◆ ABOUT THIS TASK
For the entries that follow, retype exactly the lines from the one containing "Trace all roads" to the one containing "Build a routing graph from the map in", inclusive, and only those. Images stay out of the copy.

Top of DATA FOR PROCESSING

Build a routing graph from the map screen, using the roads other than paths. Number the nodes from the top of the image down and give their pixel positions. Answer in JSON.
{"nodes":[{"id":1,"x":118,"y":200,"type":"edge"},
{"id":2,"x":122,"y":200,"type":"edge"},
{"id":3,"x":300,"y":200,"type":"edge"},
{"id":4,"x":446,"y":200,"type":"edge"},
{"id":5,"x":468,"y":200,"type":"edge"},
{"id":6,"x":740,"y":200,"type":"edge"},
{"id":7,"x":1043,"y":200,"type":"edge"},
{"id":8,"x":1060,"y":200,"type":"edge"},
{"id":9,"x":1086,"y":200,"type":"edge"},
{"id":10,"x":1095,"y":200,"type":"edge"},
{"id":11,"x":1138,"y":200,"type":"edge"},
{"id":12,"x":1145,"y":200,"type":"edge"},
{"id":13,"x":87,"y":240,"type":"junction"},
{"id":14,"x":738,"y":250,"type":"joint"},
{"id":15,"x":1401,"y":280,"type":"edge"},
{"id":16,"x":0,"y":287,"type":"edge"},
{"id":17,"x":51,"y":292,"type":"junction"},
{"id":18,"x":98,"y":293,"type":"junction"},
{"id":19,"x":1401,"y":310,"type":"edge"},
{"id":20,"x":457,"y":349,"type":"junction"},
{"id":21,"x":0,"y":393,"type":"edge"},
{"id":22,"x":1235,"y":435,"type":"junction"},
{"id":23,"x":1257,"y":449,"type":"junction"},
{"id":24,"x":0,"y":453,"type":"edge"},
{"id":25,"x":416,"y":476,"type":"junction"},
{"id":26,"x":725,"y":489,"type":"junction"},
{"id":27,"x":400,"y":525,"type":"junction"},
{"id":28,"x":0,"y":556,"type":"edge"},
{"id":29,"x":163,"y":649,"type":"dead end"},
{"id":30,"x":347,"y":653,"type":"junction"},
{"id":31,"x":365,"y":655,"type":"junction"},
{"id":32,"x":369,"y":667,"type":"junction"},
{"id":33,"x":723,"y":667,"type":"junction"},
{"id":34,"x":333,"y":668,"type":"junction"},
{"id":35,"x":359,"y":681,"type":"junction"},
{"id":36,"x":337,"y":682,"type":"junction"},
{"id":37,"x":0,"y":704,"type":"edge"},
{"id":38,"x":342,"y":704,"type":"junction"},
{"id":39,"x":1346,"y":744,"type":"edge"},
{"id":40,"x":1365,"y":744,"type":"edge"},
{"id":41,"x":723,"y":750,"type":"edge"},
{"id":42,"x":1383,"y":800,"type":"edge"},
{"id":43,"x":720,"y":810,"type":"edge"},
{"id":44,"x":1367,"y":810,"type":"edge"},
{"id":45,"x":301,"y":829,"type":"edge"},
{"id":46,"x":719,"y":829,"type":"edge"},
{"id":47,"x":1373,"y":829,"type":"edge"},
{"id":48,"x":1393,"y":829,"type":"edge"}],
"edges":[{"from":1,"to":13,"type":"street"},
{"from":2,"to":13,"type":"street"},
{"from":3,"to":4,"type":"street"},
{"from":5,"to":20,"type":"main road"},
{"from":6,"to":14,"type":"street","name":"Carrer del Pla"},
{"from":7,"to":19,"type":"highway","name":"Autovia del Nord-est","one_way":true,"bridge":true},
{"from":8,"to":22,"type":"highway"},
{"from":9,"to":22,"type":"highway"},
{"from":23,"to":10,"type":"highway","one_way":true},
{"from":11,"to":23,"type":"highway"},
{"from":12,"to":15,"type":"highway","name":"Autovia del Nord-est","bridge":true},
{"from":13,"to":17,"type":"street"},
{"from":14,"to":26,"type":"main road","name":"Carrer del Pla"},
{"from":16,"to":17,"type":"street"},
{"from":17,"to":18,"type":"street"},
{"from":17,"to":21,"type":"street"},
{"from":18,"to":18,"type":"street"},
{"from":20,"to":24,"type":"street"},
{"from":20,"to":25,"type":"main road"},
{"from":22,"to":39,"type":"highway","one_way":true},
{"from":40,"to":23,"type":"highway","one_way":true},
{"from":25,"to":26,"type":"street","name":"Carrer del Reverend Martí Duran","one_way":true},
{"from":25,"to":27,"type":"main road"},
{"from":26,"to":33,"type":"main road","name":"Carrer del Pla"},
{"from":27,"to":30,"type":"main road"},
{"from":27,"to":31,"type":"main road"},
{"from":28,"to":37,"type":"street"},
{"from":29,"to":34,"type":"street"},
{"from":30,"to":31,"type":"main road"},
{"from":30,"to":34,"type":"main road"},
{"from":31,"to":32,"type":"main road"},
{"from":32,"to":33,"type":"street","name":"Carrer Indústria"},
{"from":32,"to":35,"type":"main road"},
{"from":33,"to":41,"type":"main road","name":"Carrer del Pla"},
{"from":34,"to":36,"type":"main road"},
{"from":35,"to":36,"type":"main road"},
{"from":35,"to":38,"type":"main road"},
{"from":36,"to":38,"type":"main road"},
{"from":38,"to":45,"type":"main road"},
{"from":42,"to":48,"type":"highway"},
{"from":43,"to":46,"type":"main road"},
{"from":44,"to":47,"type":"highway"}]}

Bottom of DATA FOR PROCESSING
Top of DATA FOR PROCESSING

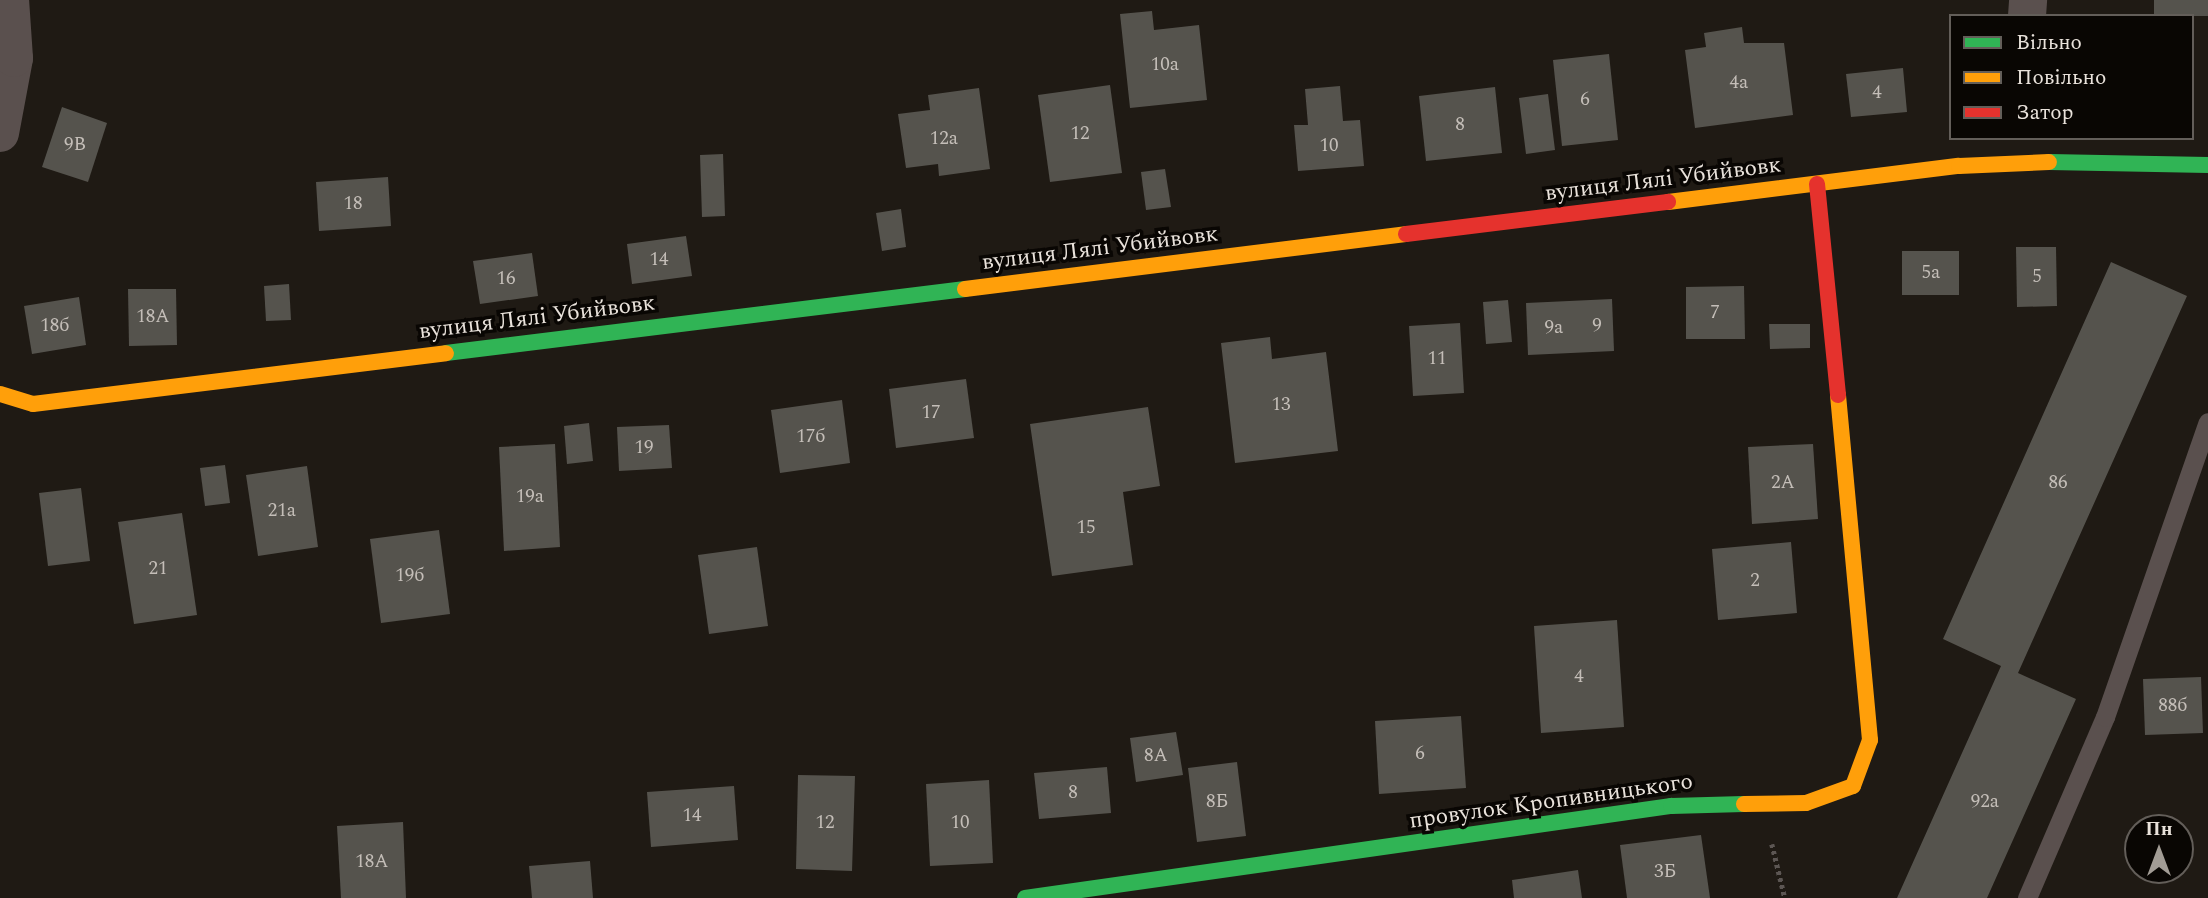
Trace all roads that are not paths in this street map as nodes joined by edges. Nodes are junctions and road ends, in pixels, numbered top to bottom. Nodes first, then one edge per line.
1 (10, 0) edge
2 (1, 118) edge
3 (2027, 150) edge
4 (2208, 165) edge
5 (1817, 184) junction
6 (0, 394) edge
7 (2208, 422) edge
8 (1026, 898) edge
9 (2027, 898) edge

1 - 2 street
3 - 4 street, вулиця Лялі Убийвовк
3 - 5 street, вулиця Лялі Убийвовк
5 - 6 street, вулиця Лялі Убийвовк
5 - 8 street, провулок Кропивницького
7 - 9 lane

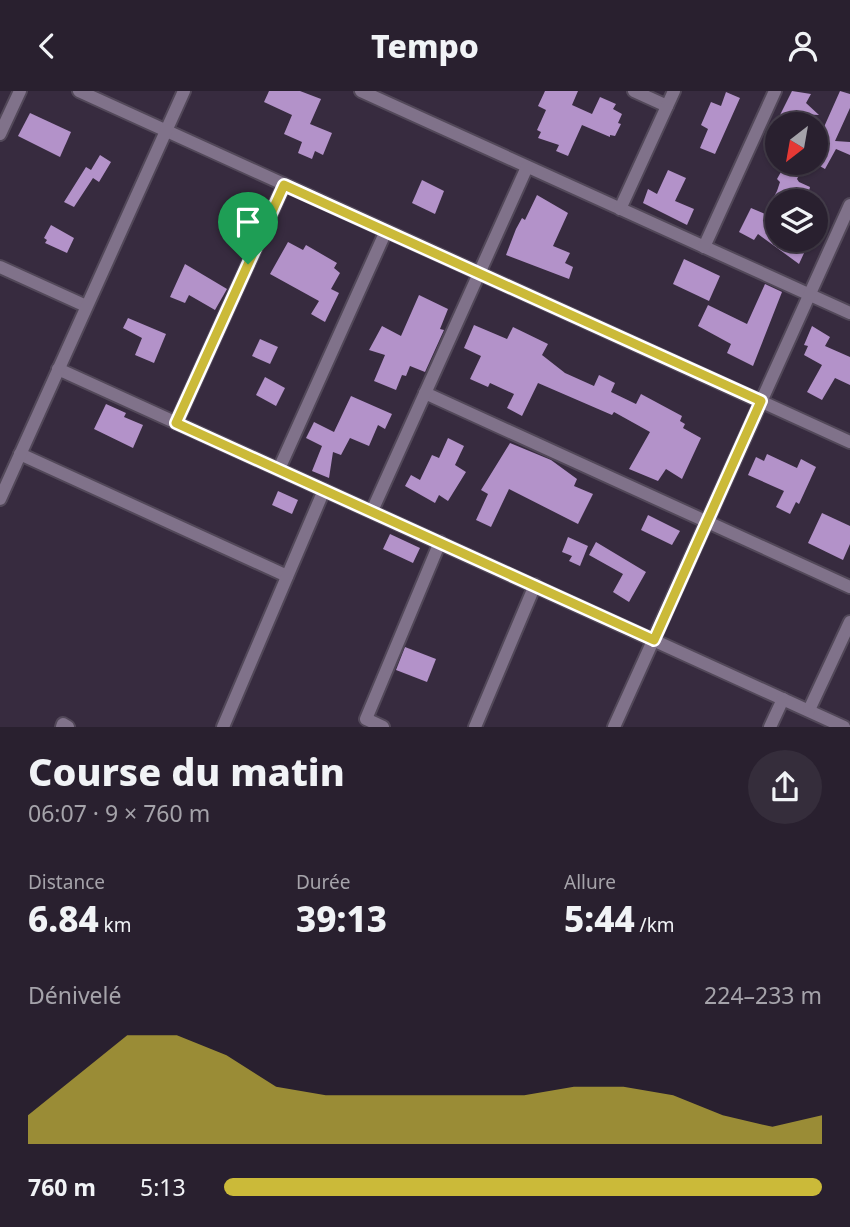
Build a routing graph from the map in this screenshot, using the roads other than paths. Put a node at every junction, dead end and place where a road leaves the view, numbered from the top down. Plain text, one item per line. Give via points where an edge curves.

Bottom of DATA FOR PROCESSING
Top of DATA FOR PROCESSING

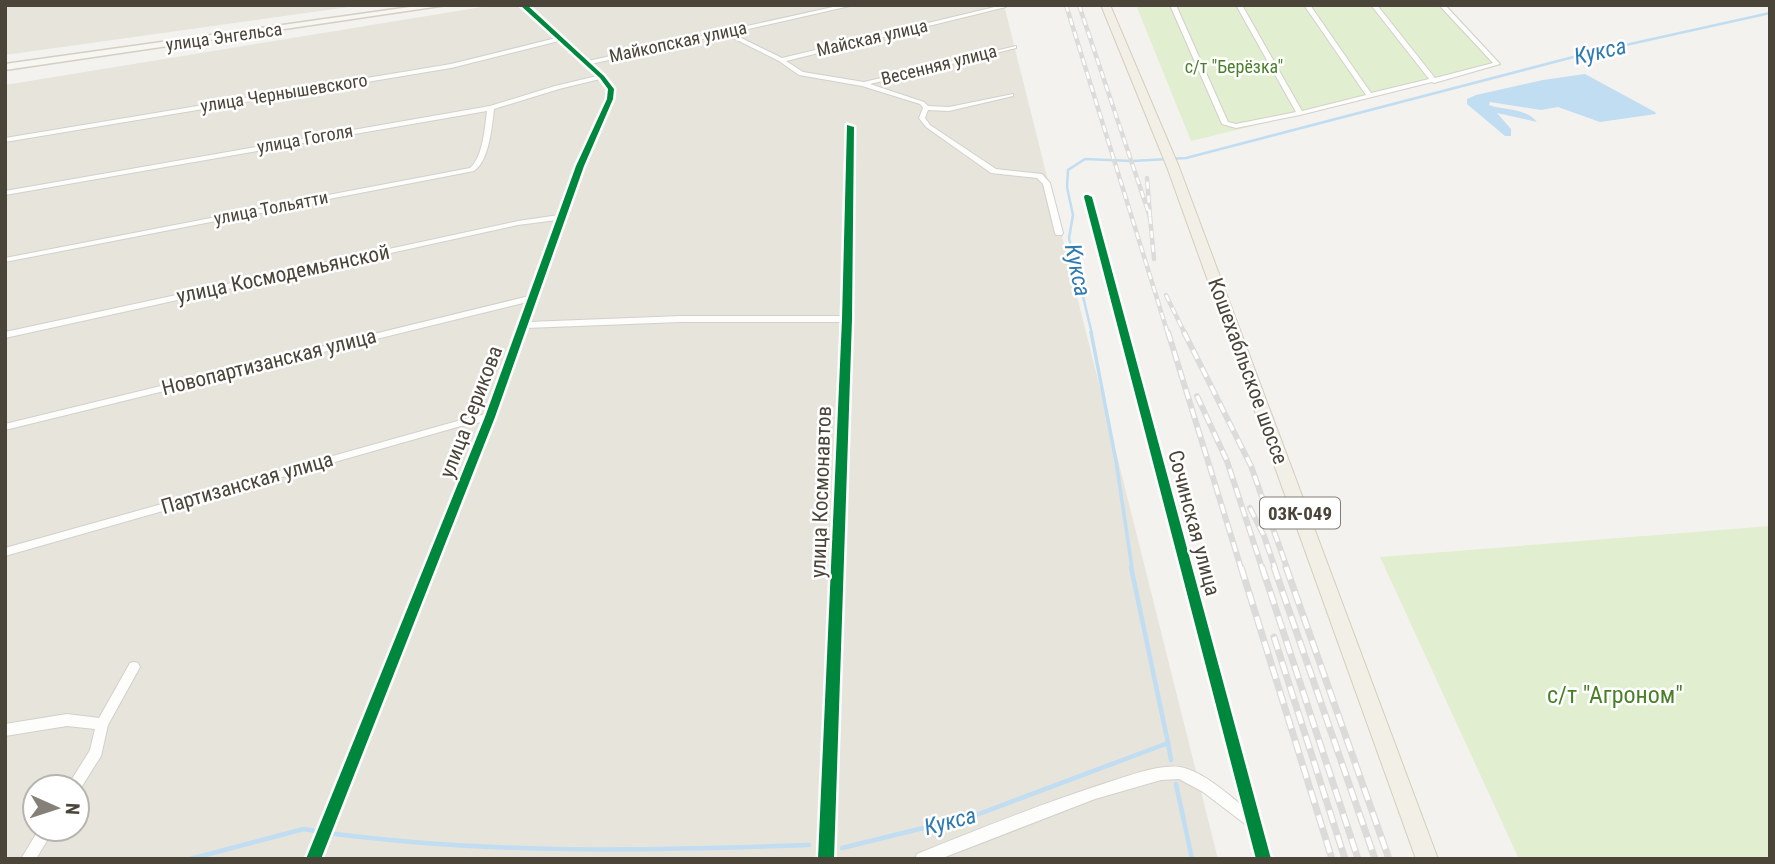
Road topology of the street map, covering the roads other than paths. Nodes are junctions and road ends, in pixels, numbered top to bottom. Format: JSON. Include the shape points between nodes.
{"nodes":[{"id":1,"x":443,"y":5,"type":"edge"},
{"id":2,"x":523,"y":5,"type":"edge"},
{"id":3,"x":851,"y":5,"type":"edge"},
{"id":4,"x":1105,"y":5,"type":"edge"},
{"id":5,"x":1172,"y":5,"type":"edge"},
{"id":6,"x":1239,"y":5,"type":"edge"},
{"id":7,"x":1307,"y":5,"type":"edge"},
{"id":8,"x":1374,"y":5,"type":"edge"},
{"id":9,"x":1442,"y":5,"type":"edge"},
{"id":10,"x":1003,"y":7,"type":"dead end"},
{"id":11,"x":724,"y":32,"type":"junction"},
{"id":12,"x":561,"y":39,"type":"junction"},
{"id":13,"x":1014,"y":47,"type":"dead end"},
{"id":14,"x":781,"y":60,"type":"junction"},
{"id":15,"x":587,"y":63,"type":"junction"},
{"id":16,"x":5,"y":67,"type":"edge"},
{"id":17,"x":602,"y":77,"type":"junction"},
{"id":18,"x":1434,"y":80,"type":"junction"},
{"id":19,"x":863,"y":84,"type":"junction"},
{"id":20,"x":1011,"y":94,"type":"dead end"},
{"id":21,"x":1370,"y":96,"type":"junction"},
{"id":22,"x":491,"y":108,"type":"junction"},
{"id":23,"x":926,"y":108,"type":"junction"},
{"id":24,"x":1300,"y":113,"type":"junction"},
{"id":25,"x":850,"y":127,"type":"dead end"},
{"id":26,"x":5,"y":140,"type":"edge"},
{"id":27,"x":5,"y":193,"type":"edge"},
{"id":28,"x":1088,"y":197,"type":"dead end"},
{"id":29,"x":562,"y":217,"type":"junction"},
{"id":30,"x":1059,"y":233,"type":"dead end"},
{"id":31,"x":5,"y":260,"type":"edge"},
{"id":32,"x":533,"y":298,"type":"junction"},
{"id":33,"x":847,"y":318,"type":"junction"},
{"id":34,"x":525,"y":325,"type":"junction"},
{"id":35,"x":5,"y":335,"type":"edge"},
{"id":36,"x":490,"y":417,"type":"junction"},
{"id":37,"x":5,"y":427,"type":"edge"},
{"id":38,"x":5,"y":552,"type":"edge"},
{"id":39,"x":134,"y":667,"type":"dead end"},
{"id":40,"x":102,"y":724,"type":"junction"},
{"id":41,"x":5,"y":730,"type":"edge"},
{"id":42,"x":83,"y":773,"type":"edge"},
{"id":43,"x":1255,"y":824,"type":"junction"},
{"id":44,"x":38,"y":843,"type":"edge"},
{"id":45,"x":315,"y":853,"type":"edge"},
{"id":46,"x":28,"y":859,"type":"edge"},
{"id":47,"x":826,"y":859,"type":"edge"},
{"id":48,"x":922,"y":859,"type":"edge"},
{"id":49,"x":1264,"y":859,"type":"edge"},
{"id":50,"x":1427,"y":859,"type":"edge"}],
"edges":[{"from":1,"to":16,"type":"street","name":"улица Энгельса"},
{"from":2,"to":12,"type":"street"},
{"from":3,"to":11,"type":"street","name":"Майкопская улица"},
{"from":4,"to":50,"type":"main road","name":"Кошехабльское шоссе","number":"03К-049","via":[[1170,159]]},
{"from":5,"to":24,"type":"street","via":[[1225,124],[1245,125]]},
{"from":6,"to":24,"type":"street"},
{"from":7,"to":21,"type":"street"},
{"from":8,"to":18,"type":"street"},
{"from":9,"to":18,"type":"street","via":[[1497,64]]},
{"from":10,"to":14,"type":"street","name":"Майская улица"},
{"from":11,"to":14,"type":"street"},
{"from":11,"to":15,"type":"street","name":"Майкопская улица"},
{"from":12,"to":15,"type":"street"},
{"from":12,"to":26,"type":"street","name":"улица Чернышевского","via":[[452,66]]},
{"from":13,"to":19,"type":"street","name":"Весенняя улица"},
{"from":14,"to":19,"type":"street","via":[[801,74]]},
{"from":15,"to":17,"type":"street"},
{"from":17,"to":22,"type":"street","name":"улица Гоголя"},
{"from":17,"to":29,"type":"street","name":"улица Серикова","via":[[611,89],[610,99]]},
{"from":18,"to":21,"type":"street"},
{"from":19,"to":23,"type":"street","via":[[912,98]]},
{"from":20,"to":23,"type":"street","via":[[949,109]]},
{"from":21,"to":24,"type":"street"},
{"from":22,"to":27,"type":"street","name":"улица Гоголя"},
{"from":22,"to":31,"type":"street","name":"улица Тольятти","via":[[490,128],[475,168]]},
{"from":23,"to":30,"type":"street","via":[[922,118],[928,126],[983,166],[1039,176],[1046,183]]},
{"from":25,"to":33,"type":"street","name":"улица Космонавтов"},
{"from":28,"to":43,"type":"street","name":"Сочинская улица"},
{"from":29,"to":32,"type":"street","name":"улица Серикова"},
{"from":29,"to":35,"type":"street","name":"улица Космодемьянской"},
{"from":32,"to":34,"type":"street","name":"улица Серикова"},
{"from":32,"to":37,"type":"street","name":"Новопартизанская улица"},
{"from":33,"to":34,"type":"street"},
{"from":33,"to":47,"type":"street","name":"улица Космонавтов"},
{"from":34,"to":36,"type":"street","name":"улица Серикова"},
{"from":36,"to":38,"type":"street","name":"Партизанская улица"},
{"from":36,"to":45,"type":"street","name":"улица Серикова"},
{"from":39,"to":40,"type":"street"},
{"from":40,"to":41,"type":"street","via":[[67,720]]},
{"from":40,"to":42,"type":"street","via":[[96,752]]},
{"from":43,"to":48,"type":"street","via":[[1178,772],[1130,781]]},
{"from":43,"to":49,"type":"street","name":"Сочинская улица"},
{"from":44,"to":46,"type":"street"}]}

Bottom of DATA FOR PROCESSING

◆ EXERCISE RESULT
Trace all roads that are not paths in this street map as nodes joined by edges. Nodes are junctions and road ends, in pixels, numbered top to bottom. Nodes first, then one edge per line.
1 (10, 0) edge
2 (1, 118) edge
3 (2027, 150) edge
4 (2208, 165) edge
5 (1817, 184) junction
6 (0, 394) edge
7 (2208, 422) edge
8 (1026, 898) edge
9 (2027, 898) edge

1 - 2 street
3 - 4 street, вулиця Лялі Убийвовк
3 - 5 street, вулиця Лялі Убийвовк
5 - 6 street, вулиця Лялі Убийвовк
5 - 8 street, провулок Кропивницького
7 - 9 lane

Build a routing graph from the map in this screenshot, using the roads other than paths. Put a node at every junction, dead end and place where a road leaves the view, numbered from the top down. Plain text, one item per line. Give via points where an edge curves.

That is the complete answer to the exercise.